Pictures aside, return all of the records exactly as they stand.

# Data provided
□ □ □ □ □ □ □

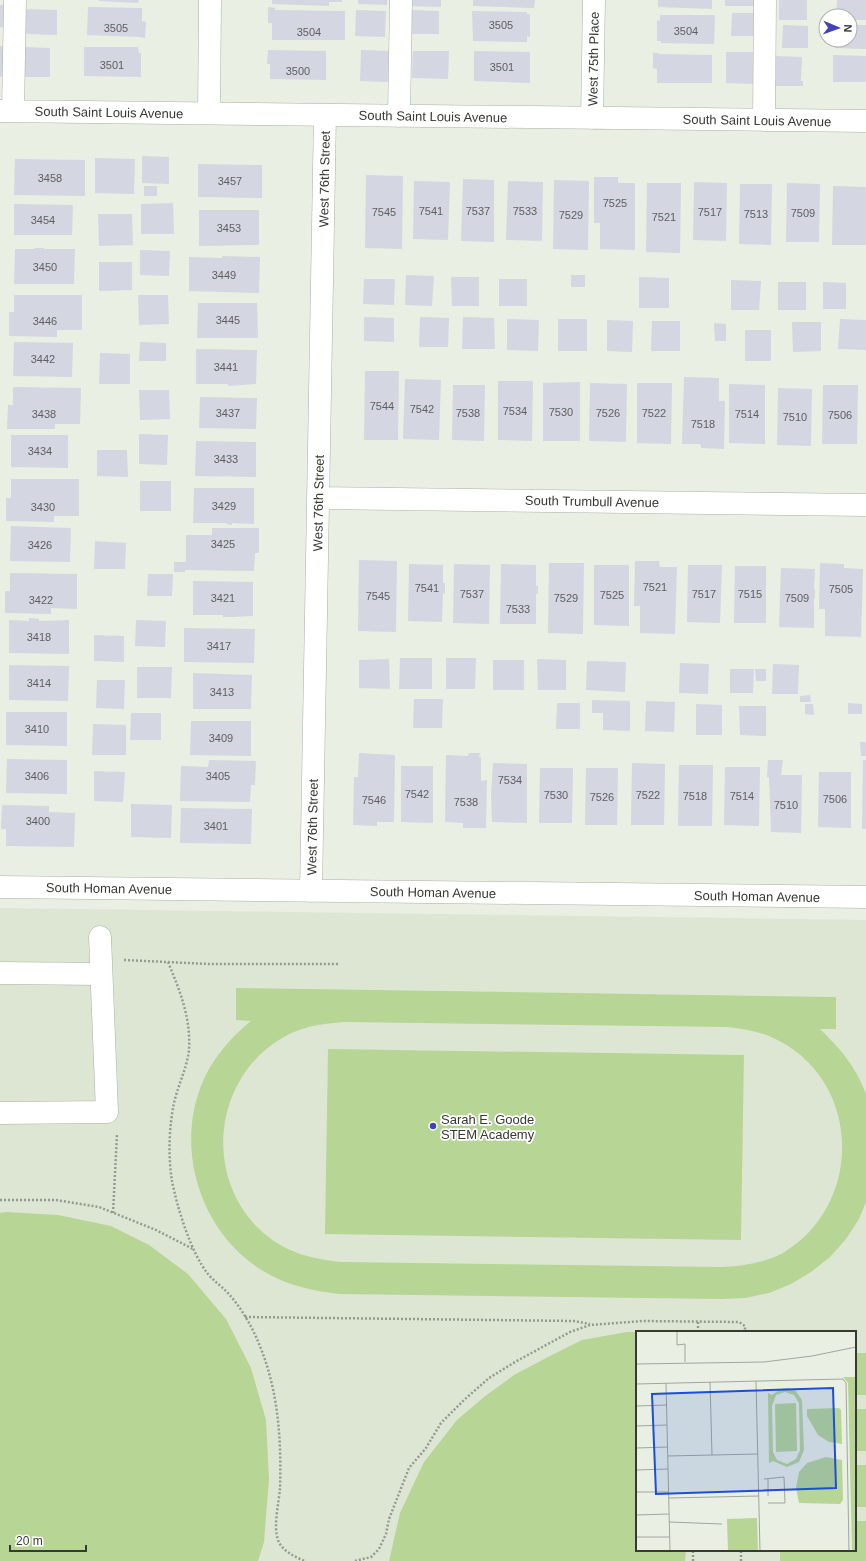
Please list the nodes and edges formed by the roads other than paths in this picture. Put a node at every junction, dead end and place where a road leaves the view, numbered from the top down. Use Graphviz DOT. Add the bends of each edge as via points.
graph roads {
  1 [pos="16,0"];
  2 [pos="210,0"];
  3 [pos="401,0"];
  4 [pos="594,0"];
  5 [pos="765,0"];
  6 [pos="7,111"];
  7 [pos="209,114"];
  8 [pos="325,115"];
  9 [pos="399,116"];
  10 [pos="592,118"];
  11 [pos="764,120"];
  12 [pos="866,121"];
  13 [pos="318,498"];
  14 [pos="866,505"];
  15 [pos="0,887"];
  16 [pos="311,891"];
  17 [pos="866,897"];
  18 [pos="100,937"];
  19 [pos="109,967"];
  20 [pos="0,973"];
  21 [pos="0,1113"];
  1 -- 6 [label="street"];
  2 -- 7 [label="street"];
  3 -- 9 [label="street"];
  4 -- 10 [label="street, West 75th Place"];
  5 -- 11 [label="street"];
  6 -- 7 [label="street, South Saint Louis Avenue"];
  7 -- 8 [label="street, South Saint Louis Avenue"];
  8 -- 9 [label="street, South Saint Louis Avenue"];
  8 -- 13 [label="street, West 76th Street"];
  9 -- 10 [label="street, South Saint Louis Avenue"];
  10 -- 11 [label="street, South Saint Louis Avenue"];
  11 -- 12 [label="street, South Saint Louis Avenue"];
  13 -- 14 [label="street, South Trumbull Avenue"];
  13 -- 16 [label="street, West 76th Street"];
  15 -- 16 [label="street, South Homan Avenue"];
  16 -- 17 [label="street, South Homan Avenue"];
  18 -- 19 [label="street"];
  19 -- 20 [label="street"];
  19 -- 21 [label="street" via="107,1112"];
}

□ □ □ □ □ □ □

# Answer for the task
Please list the nodes and edges formed by the roads other than paths in this picture. Put a node at every junction, dead end and place where a road leaves the view, numbered from the top down. Use Graphviz DOT. Add the bends of each edge as via points.
graph roads {
  1 [pos="16,0"];
  2 [pos="210,0"];
  3 [pos="401,0"];
  4 [pos="594,0"];
  5 [pos="765,0"];
  6 [pos="7,111"];
  7 [pos="209,114"];
  8 [pos="325,115"];
  9 [pos="399,116"];
  10 [pos="592,118"];
  11 [pos="764,120"];
  12 [pos="866,121"];
  13 [pos="318,498"];
  14 [pos="866,505"];
  15 [pos="0,887"];
  16 [pos="311,891"];
  17 [pos="866,897"];
  18 [pos="100,937"];
  19 [pos="109,967"];
  20 [pos="0,973"];
  21 [pos="0,1113"];
  1 -- 6 [label="street"];
  2 -- 7 [label="street"];
  3 -- 9 [label="street"];
  4 -- 10 [label="street, West 75th Place"];
  5 -- 11 [label="street"];
  6 -- 7 [label="street, South Saint Louis Avenue"];
  7 -- 8 [label="street, South Saint Louis Avenue"];
  8 -- 9 [label="street, South Saint Louis Avenue"];
  8 -- 13 [label="street, West 76th Street"];
  9 -- 10 [label="street, South Saint Louis Avenue"];
  10 -- 11 [label="street, South Saint Louis Avenue"];
  11 -- 12 [label="street, South Saint Louis Avenue"];
  13 -- 14 [label="street, South Trumbull Avenue"];
  13 -- 16 [label="street, West 76th Street"];
  15 -- 16 [label="street, South Homan Avenue"];
  16 -- 17 [label="street, South Homan Avenue"];
  18 -- 19 [label="street"];
  19 -- 20 [label="street"];
  19 -- 21 [label="street" via="107,1112"];
}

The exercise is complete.